I love all manner of visuals, spatial and non-spatial, digital and non-digital. Not only does visualization have a future in every academic discipline, but its ability to tell a good story, to inform, to educate, and to incite has already transformed the way we know the world; and it has allowed us to know so much more about the world.

I advocate using visualization techniques whenever and however you can. But also recognize that whatever is produced…be it a video, a photograph, a graph, a 3-D model, a simulation, or a map:

1. Represents a model of a complex reality that is greatly simplified and generalized. This is its greatest strength, and its greatest weakness.

2. Is a snapshot that is fixed in time and space. The potential for misrepresenting ‘the truth’ or leaving out multiple truths is great.   

3. Always comes with a reality that is inadvertently omitted. In other words, what is not represent in your visual can be as important (or more important), than what is represented.

4. Is not the purview of a ‘professionalized’ class of trained software geeks. Some of the best maps (and other visuals) I’ve ever seen are those created on-the-fly from a simple online app or freeware. If your visual gets your point across or tells your story well,  and those seeing it can comprehend, then it is an effective visual.  

5. Are always dripping with social constructions of power. If a visual is represented as “objective fact”, be suspicious.

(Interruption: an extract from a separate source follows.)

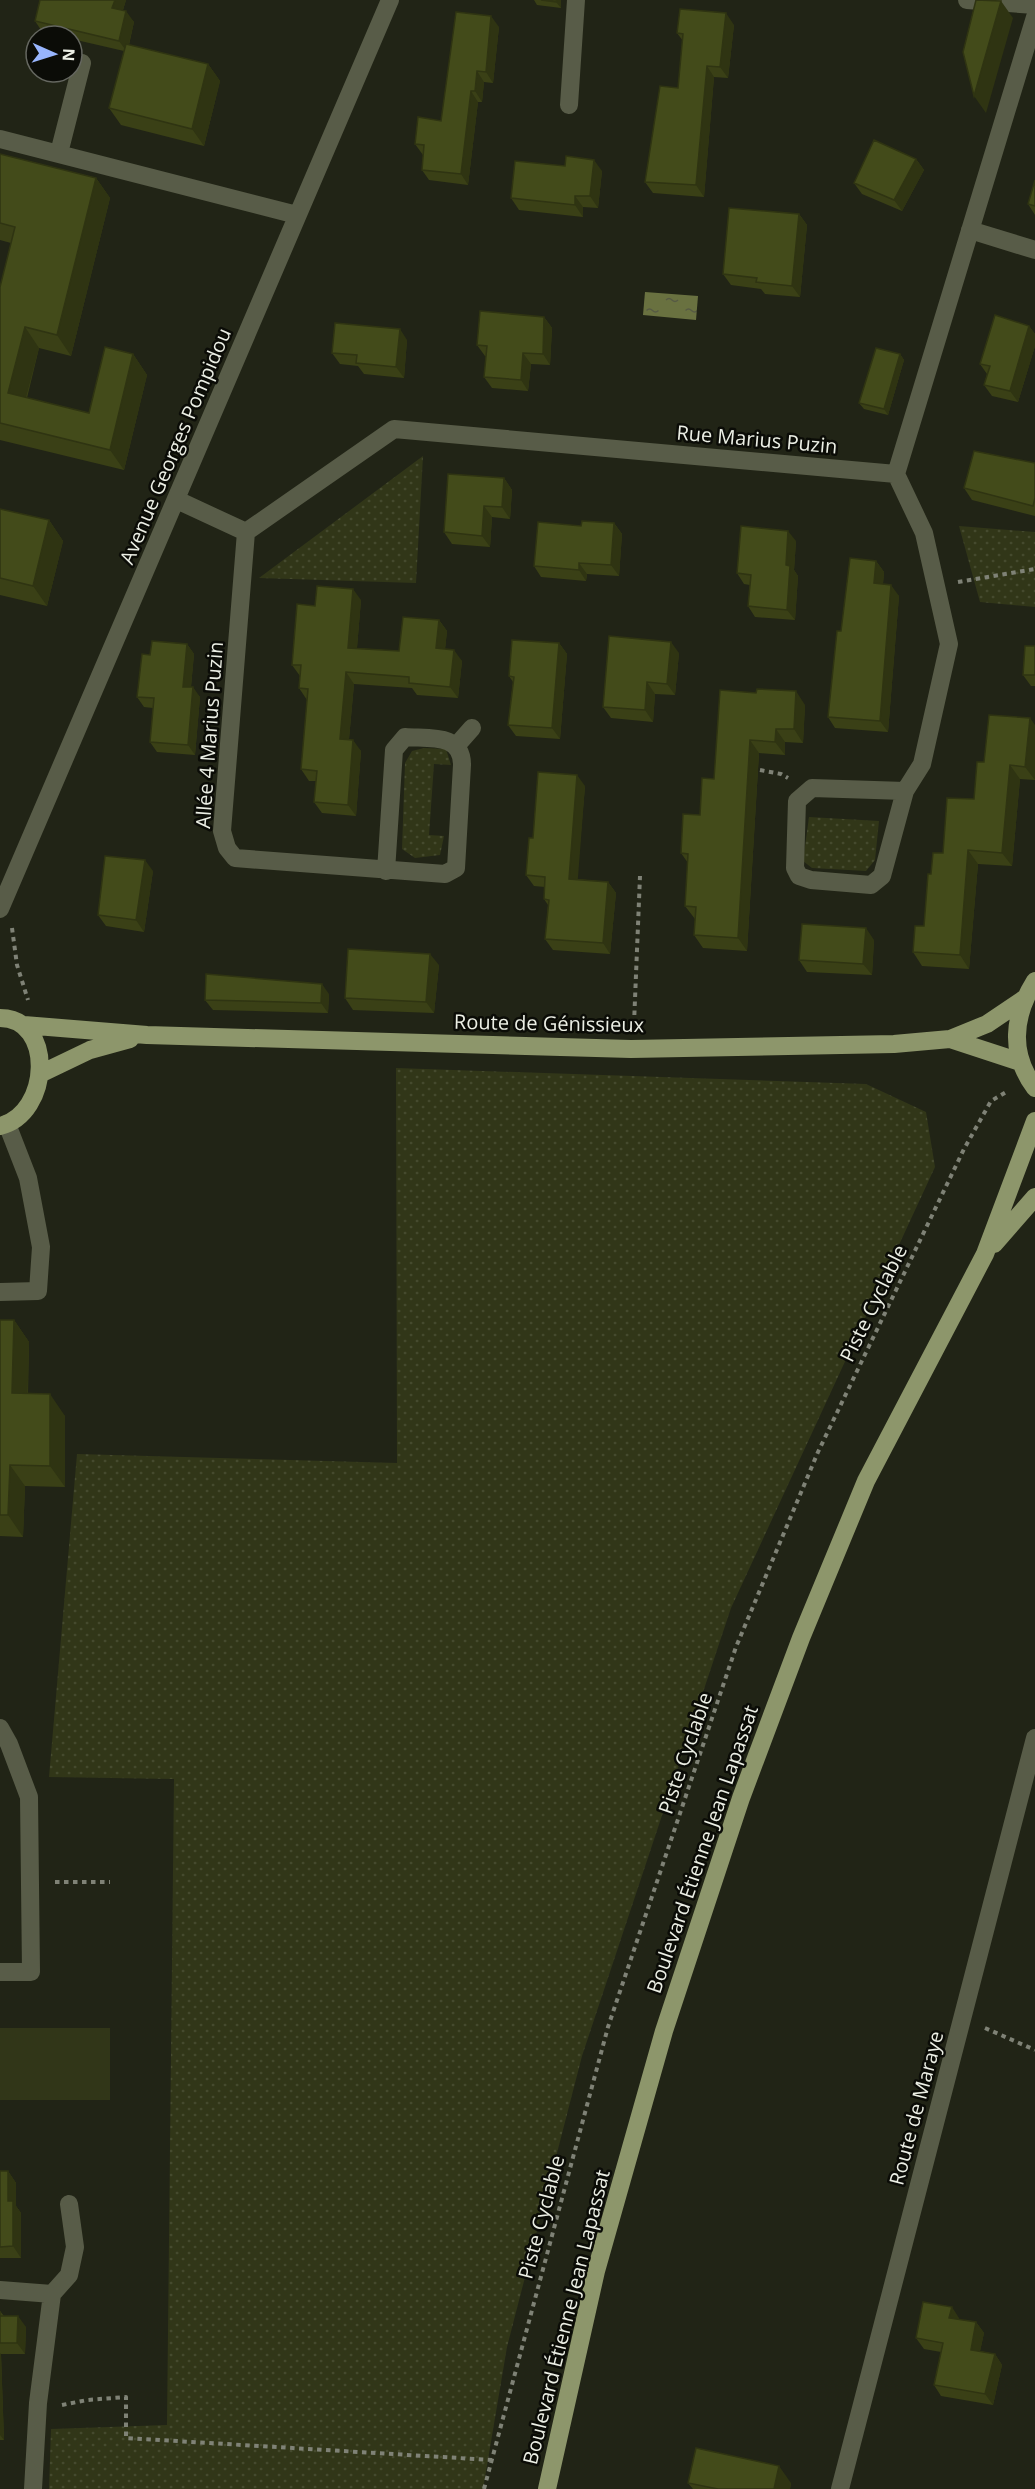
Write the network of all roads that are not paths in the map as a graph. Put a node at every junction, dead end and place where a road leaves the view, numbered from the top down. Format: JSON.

[i] see Mark Monmonier’s How to Lie with Maps. University of Chicago Press. 1996

Image on front pagey by Nicholas Nova and available on Flickr.

Comments

The subject of maps and cartography and “truths” as relates to visualizing information reminds me of feminist methodologies of remapping histories, theories, and rhetorics, methodologies that call for “recharting the plains, valleys, and borders” of the artifacts we study and the spaces/places that contextualize them as well as the “accounting for all the pockets of as-yet-unaccounted-for activity” (Glenn, 1994). Glenn, of course, talks more specifically of remapping and regendering rhetoric; however, the general notion of maps as a way of exploring and then visualizing concepts transcends metaphorical language when we ask students to use mapping applications to visualize information. And, Chapman gets to the heart of this in the second part of his post. I appreciate his careful acknowledgment of the need to keep in mind the power dynamics and differentials at play when knowledge and information are presented as objective “truths.” As such, asking students to map or visualize data presents an opportune moment for exploring with them notions of truth, objectivity, and authority and power by discussing the potential for coexisting and sometimes competing ways of knowing rather than a need to arrive at a particular truth or even truths. Part of asking students to visualize information asks them to engage in practices of visual rhetoric and should, perhaps, involve asking them to think about the rhetorical power wielded, both wittingly and unwittingly, through the use of these visual tools and the artifacts they produce. Doing so seems the pedagogically sound, even responsible, thing to do. 

Glenn, C. (1994). Sex, lies, and manuscript: Refiguring Aspasia in the history of rhetoric. College Composition and Communication, 45, 180-199.